The challenge of scientism is that human freedom is not transcendent or spiritual, but only works within the parameters of the world, so that even when a person claims he is acting for a higher purpose, he is really only acting for himself within a closed system governed by the principles of evolution. Scientists then want a more realistic version of morality where a man recognizes that acting morally is ultimately about utility, and the more we give up on religion, the more we can agree on a common baseline of morality and quit arguing about whose God is right. It is not in itself a worthless project.

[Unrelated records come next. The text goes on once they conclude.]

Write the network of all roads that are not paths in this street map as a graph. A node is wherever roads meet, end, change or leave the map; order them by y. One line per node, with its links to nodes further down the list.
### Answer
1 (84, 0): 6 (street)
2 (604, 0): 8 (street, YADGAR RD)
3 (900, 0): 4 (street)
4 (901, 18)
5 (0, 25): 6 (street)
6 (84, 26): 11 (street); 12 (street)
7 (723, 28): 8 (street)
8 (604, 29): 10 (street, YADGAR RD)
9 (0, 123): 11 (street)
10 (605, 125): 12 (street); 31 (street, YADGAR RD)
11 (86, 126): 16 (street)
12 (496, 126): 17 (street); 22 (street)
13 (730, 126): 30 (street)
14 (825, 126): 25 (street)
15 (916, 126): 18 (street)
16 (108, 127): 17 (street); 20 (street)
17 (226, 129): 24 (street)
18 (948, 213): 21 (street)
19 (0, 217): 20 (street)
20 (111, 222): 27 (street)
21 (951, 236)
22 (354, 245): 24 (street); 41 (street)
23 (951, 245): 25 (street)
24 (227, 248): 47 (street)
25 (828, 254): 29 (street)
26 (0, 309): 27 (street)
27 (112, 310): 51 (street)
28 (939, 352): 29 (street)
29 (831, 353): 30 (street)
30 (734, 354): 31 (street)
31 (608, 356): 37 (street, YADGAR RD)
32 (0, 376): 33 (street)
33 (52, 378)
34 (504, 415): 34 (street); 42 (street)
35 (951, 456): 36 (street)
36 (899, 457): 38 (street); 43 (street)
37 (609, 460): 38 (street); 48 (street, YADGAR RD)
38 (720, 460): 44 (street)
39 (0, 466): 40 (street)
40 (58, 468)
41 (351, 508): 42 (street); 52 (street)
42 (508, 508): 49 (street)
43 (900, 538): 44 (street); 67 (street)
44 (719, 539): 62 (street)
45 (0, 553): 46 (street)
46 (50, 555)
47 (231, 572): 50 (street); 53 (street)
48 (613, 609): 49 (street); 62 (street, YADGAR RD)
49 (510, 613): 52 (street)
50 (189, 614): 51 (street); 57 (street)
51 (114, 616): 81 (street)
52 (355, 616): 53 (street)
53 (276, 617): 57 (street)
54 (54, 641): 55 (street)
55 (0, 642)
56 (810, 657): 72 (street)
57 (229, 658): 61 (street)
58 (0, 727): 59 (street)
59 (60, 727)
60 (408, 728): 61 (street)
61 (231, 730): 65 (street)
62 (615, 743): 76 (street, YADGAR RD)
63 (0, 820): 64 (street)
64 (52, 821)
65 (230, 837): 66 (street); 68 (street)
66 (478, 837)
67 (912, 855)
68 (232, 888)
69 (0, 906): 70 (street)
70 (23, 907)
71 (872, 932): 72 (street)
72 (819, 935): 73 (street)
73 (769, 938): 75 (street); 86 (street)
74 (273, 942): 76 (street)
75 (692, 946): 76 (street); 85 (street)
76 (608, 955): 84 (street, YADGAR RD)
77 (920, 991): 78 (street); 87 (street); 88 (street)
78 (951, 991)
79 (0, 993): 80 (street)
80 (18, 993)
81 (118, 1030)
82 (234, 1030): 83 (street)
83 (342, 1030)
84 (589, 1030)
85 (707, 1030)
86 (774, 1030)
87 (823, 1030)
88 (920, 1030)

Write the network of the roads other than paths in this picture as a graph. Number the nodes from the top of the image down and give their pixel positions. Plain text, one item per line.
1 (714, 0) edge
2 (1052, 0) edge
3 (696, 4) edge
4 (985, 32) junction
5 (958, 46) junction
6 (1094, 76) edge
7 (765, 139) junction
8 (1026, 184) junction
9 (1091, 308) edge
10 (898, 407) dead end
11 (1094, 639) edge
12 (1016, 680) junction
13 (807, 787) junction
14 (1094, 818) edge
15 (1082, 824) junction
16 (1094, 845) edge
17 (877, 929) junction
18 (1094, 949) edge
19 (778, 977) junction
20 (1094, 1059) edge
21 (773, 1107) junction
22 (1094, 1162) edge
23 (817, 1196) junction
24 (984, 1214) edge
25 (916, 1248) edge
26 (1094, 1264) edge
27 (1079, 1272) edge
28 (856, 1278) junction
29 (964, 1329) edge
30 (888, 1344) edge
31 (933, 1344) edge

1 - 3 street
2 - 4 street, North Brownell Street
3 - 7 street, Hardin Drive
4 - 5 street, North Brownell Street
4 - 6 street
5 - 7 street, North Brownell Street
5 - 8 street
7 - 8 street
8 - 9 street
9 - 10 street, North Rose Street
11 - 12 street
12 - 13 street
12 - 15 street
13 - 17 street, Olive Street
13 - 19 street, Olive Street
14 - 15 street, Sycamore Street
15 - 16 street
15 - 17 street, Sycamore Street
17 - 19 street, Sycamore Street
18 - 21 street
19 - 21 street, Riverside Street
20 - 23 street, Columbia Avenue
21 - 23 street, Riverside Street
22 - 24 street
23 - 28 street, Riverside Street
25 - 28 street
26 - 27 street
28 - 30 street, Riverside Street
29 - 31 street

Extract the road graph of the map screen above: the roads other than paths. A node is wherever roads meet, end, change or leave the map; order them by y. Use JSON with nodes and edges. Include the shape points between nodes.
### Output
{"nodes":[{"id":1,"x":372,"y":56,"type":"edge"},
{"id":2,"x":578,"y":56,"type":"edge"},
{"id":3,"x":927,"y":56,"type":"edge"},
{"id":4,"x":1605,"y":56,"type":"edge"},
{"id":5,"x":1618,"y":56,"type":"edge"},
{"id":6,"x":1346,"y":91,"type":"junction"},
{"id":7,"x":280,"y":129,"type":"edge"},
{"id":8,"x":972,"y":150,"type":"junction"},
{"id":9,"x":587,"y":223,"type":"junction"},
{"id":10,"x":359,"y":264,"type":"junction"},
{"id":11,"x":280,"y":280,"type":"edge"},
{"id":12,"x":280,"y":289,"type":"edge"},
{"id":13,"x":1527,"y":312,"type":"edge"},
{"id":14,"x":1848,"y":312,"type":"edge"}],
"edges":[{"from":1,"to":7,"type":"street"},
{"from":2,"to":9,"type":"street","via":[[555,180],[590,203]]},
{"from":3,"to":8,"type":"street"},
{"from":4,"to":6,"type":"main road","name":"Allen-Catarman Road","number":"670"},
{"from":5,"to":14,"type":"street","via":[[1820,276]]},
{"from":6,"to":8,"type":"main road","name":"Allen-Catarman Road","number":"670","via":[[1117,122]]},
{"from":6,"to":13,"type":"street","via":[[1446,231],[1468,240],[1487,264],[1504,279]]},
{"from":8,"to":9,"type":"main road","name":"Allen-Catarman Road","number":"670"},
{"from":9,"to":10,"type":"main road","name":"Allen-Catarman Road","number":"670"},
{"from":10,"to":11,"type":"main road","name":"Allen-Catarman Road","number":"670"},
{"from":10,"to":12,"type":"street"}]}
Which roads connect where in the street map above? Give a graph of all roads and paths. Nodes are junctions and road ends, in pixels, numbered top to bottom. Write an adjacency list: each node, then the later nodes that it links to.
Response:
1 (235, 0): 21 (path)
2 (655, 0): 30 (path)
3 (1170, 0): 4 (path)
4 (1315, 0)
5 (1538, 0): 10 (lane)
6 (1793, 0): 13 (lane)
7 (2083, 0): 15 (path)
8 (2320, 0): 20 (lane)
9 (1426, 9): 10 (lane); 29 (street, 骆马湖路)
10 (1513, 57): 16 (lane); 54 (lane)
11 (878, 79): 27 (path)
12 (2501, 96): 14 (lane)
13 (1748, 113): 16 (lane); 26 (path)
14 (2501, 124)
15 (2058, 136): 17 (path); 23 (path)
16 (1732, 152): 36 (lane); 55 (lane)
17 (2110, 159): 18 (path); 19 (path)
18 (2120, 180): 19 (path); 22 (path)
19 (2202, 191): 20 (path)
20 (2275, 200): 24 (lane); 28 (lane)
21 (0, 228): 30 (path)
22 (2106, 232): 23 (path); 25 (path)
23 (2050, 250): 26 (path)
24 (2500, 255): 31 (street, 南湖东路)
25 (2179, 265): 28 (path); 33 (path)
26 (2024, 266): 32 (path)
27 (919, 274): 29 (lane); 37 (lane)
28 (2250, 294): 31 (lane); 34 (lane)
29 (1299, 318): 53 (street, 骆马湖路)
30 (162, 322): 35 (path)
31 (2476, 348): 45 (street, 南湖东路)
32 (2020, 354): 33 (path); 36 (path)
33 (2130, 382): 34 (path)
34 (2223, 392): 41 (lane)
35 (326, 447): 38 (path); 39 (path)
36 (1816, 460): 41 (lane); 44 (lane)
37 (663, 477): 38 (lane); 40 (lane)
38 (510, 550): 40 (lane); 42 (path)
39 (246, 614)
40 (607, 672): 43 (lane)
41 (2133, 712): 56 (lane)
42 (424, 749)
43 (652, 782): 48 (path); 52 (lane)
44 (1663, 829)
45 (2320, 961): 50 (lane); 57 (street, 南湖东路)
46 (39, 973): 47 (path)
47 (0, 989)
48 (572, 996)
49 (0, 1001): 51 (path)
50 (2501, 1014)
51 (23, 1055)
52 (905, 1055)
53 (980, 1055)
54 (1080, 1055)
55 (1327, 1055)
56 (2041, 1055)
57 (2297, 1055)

But St. Paul answer this objection beautifully by pointing us to the cross. He says that I as a disciple of Jesus am not very smart, so you should not pay attention to my arguments, and I am not that good, so you should not pay attention to my goodness, for I am a sinner, but I come among you hoping that you pay attention only to Jesus Christ crucified. Whenever you are tempted to think you do not have to be religious to be good, whenever you think that science can provide a better baseline for morality than religion, then look at Jesus Christ crucified. Even though the creation of all the universe could not add one iota to God's glory, but He created it anyway, and even though the redemption of one sinner could add nothing to God's goodness, He redeemed us anyway. The cross speaks not of necessity, but of freedom and love that originate beyond the confines of the world. The cross speaks a wisdom that begins to answer the true questions of spirituality that found the moral life. Why is there something rather than nothing? Where is there me instead of not me? Is there someone that loves me more than I love myself, and loves me more than He loves Himself, and who loves me for my own sake to the point of forsaking Himself? Is there within me the possibility of loving someone more than I love myself, and of giving myself not because of anything I would receive back, but out of sheer love for the other?

These spiritual questions are the true ground of the moral life. It is not the goodness that is naturally found in the world, to which man is called according to the laws of nature. This is real goodness, but the goodness that founds the moral life is a goodness that man does not naturally discover in the world, but the goodness that first created the world, and a goodness that appeals to a freedom that is not confined to the laws of time and space, matter and energy. It is the goodness that is revealed most perfectly in the cross of Jesus Christ.

Pope Benedict reminds us that just as a scientist sees no end to the questions he can ask about the universe, the athlete never ceases to set new records that beforehand were thought impossible, and telling an engineer that something is impossible makes no impact on his desire to do it anyway, so it is saints who are drawn to strive for the goodness and holiness made present to us by the cross, who set the standards of morality of the world. Just as we are inspired not by people who do what is most reasonable, but people who never give up hope despite all the obstacles in their way, so also the baseline of the moral life is not set by the goodness that exists below us, but by the saints striving for the goodness that lies beyond us. Pope Benedict reminds us that unless the world has saints, striving to love God with all their heart, and mind and strength, that humanity will eventually forget what goodness is.

There is a good reason to be Catholic and not agnostic. Being Catholic is no guarantee of holiness, it doesn't automatically make you a better person, even though it may protect you from many evils it is not a golden ticket to heaven because you are better than someone else. No, being Catholic is the best chance to realize the best that is within us. It is our best chance to be a saint, and to be as Jesus has asked us to be, the salt of the earth, and the light of the world.